▸ PROBLEM DETAILS
Gather all lines in the entries below that include the word "Right".

------------

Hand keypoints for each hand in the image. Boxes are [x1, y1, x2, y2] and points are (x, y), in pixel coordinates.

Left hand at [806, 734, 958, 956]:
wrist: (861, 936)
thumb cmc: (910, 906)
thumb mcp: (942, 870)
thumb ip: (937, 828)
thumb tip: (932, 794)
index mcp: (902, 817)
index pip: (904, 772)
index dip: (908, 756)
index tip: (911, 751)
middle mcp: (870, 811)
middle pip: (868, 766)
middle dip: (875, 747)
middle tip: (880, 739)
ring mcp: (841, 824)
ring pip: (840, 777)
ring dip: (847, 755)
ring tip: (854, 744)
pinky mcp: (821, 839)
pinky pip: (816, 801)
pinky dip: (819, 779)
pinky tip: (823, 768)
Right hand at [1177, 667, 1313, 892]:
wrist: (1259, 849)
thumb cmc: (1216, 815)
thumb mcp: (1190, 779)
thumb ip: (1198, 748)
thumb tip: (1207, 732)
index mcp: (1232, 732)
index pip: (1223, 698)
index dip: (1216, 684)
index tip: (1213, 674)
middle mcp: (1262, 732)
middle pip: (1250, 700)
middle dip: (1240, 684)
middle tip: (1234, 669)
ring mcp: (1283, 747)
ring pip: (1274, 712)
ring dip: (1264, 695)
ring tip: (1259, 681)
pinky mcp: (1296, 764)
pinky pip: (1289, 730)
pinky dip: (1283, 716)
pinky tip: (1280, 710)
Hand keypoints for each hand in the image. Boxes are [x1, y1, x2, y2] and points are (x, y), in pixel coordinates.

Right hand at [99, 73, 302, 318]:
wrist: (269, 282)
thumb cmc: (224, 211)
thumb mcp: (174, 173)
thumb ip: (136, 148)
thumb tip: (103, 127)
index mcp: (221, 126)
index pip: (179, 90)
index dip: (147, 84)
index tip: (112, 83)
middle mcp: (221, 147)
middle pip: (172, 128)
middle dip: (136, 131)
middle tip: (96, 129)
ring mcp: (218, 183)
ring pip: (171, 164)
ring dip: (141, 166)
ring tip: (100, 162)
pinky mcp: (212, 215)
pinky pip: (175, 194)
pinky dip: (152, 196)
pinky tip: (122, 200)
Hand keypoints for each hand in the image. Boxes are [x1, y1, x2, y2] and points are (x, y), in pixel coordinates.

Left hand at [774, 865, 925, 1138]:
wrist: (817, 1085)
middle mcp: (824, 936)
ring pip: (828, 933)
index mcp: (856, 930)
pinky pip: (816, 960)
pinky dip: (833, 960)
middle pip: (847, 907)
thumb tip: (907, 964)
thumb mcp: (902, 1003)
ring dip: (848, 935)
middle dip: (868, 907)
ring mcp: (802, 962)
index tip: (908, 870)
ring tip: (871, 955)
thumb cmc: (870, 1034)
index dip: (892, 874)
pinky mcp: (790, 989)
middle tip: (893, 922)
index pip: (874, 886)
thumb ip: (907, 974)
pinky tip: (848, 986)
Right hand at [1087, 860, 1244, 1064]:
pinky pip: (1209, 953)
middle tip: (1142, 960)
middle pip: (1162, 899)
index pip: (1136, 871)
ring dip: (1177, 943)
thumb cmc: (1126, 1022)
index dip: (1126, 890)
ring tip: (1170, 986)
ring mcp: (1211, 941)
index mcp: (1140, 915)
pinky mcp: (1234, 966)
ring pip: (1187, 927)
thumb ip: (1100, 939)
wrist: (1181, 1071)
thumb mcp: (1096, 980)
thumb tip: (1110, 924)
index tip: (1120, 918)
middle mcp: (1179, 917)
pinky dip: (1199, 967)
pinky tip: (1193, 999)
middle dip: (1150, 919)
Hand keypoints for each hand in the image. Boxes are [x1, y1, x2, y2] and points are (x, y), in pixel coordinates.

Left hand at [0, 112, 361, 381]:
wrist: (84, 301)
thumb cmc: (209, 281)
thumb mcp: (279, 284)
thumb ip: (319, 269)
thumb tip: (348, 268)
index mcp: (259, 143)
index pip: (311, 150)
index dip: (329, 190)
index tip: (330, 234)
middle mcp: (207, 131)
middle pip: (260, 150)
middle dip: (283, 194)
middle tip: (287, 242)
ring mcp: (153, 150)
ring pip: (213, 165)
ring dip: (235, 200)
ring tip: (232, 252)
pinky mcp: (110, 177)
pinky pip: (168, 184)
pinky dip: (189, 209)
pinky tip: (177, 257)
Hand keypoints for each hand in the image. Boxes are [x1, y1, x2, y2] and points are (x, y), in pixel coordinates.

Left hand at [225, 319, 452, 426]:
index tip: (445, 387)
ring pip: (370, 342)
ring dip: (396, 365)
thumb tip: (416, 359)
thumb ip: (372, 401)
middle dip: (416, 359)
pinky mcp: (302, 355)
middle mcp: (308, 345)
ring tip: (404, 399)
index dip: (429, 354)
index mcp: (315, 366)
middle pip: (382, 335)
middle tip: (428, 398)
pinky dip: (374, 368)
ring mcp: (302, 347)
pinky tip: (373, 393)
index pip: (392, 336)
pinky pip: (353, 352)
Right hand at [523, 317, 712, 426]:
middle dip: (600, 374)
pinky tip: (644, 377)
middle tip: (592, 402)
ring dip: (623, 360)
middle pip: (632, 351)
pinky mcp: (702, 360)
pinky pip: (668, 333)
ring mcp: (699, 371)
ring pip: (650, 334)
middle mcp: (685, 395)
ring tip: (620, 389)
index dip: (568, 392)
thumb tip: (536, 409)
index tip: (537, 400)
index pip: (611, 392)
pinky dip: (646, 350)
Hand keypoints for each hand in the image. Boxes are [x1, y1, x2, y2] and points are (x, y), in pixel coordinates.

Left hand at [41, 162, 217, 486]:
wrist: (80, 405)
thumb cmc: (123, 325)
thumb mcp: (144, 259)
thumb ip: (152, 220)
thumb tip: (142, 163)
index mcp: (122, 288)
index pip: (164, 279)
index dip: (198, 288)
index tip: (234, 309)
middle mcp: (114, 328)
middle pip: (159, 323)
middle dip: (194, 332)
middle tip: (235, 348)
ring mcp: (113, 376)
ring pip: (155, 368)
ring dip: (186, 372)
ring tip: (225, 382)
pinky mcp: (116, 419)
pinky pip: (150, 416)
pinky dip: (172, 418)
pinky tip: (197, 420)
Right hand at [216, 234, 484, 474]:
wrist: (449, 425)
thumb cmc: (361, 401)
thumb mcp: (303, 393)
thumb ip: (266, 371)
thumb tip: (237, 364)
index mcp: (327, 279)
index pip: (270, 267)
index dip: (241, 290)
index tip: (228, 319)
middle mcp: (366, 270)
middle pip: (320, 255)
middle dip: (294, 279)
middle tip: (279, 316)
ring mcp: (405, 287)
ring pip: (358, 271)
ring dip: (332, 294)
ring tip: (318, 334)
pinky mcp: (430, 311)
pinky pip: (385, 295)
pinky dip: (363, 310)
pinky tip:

------------

▸ REPLY TO THE TASK
Right hand at [1177, 667, 1313, 892]:
Right hand at [99, 73, 302, 318]:
Right hand at [1087, 860, 1244, 1064]:
Right hand at [523, 317, 712, 426]:
Right hand at [216, 234, 484, 474]:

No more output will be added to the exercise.